EXERCISE:
Below is a set of records, and all of them should be retyped exactly, minus the pictures.

(Saved entries)
——

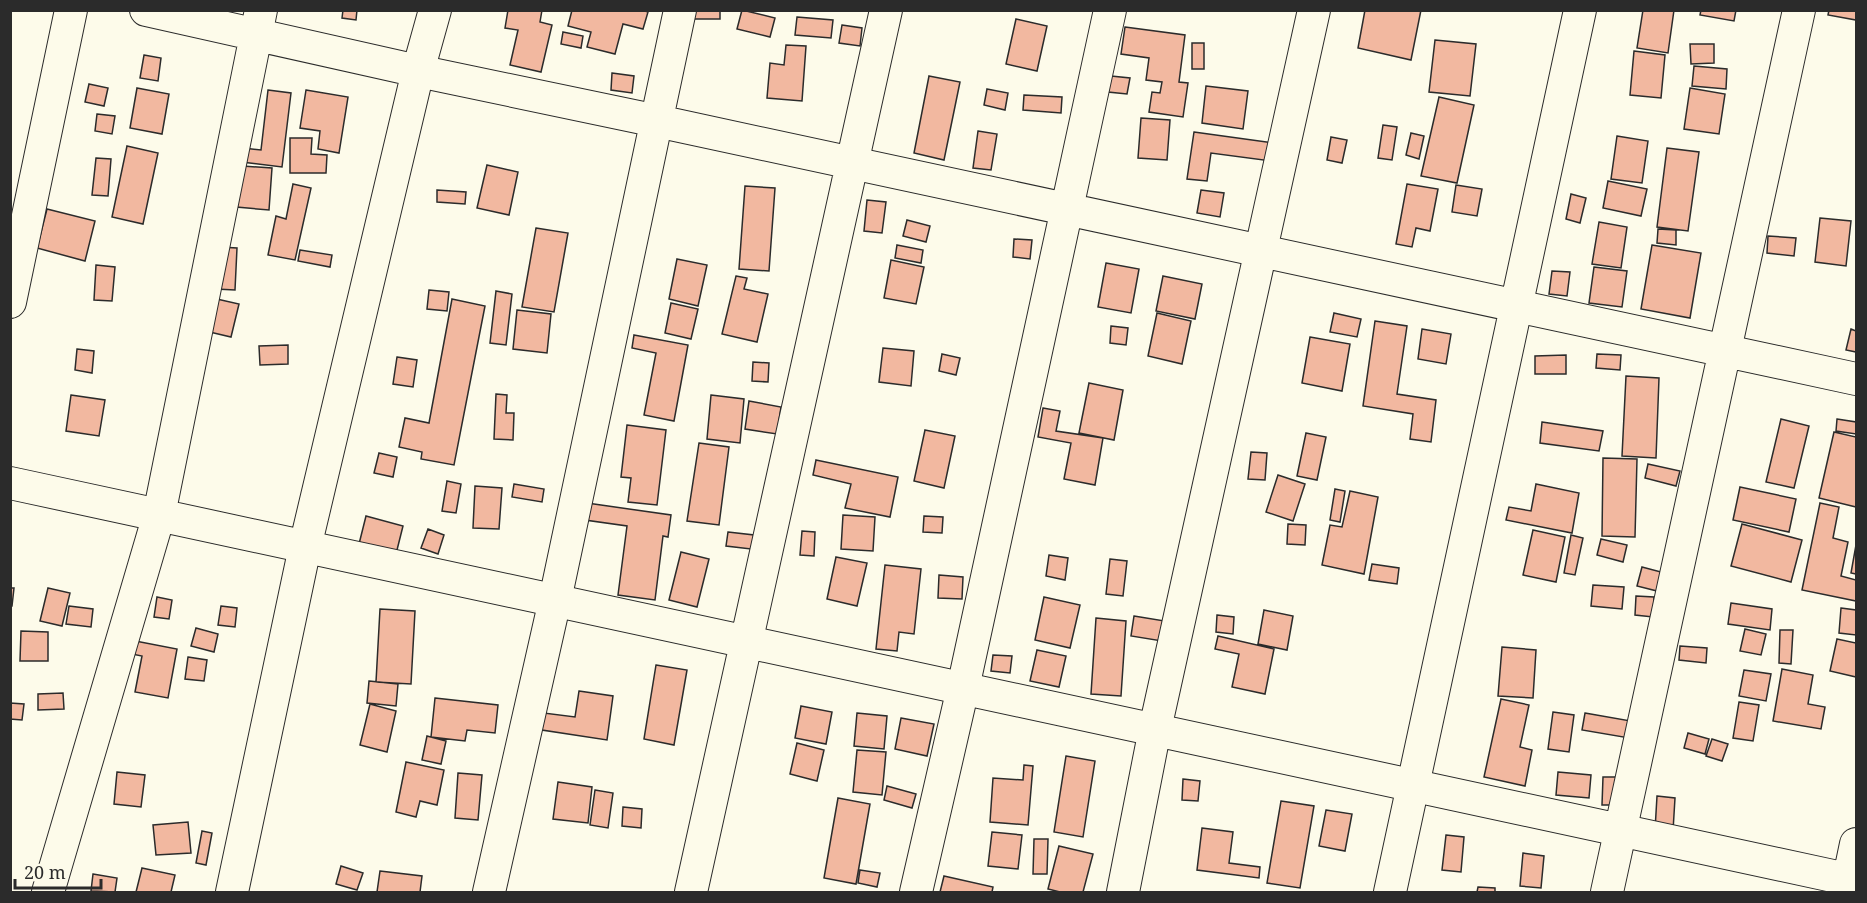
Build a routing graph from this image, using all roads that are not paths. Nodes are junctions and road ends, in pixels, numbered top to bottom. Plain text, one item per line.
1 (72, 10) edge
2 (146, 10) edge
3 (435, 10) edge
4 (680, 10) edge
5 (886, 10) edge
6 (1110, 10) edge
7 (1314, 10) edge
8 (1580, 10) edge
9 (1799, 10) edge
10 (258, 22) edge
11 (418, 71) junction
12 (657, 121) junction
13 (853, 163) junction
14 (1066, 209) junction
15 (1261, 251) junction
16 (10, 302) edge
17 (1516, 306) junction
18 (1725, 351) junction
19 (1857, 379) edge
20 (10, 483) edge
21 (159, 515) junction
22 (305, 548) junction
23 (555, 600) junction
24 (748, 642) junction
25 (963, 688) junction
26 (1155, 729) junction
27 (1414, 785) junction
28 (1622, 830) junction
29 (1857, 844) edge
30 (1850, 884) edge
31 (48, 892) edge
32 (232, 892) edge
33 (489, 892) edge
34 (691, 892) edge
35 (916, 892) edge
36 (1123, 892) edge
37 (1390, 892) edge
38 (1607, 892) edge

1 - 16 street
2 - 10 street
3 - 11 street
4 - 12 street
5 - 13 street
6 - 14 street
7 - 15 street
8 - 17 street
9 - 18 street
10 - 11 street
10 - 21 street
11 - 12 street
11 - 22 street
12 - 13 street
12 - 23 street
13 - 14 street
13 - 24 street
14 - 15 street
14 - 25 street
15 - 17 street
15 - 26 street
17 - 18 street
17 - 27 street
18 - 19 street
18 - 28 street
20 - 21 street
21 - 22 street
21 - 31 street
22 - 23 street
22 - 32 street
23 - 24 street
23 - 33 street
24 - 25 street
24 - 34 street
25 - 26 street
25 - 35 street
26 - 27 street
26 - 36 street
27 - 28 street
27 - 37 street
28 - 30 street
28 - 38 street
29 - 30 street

——

OUTPUT OF THE EXERCISE:
Build a routing graph from this image, using all roads that are not paths. Nodes are junctions and road ends, in pixels, numbered top to bottom. Plain text, one item per line.
1 (72, 10) edge
2 (146, 10) edge
3 (435, 10) edge
4 (680, 10) edge
5 (886, 10) edge
6 (1110, 10) edge
7 (1314, 10) edge
8 (1580, 10) edge
9 (1799, 10) edge
10 (258, 22) edge
11 (418, 71) junction
12 (657, 121) junction
13 (853, 163) junction
14 (1066, 209) junction
15 (1261, 251) junction
16 (10, 302) edge
17 (1516, 306) junction
18 (1725, 351) junction
19 (1857, 379) edge
20 (10, 483) edge
21 (159, 515) junction
22 (305, 548) junction
23 (555, 600) junction
24 (748, 642) junction
25 (963, 688) junction
26 (1155, 729) junction
27 (1414, 785) junction
28 (1622, 830) junction
29 (1857, 844) edge
30 (1850, 884) edge
31 (48, 892) edge
32 (232, 892) edge
33 (489, 892) edge
34 (691, 892) edge
35 (916, 892) edge
36 (1123, 892) edge
37 (1390, 892) edge
38 (1607, 892) edge

1 - 16 street
2 - 10 street
3 - 11 street
4 - 12 street
5 - 13 street
6 - 14 street
7 - 15 street
8 - 17 street
9 - 18 street
10 - 11 street
10 - 21 street
11 - 12 street
11 - 22 street
12 - 13 street
12 - 23 street
13 - 14 street
13 - 24 street
14 - 15 street
14 - 25 street
15 - 17 street
15 - 26 street
17 - 18 street
17 - 27 street
18 - 19 street
18 - 28 street
20 - 21 street
21 - 22 street
21 - 31 street
22 - 23 street
22 - 32 street
23 - 24 street
23 - 33 street
24 - 25 street
24 - 34 street
25 - 26 street
25 - 35 street
26 - 27 street
26 - 36 street
27 - 28 street
27 - 37 street
28 - 30 street
28 - 38 street
29 - 30 street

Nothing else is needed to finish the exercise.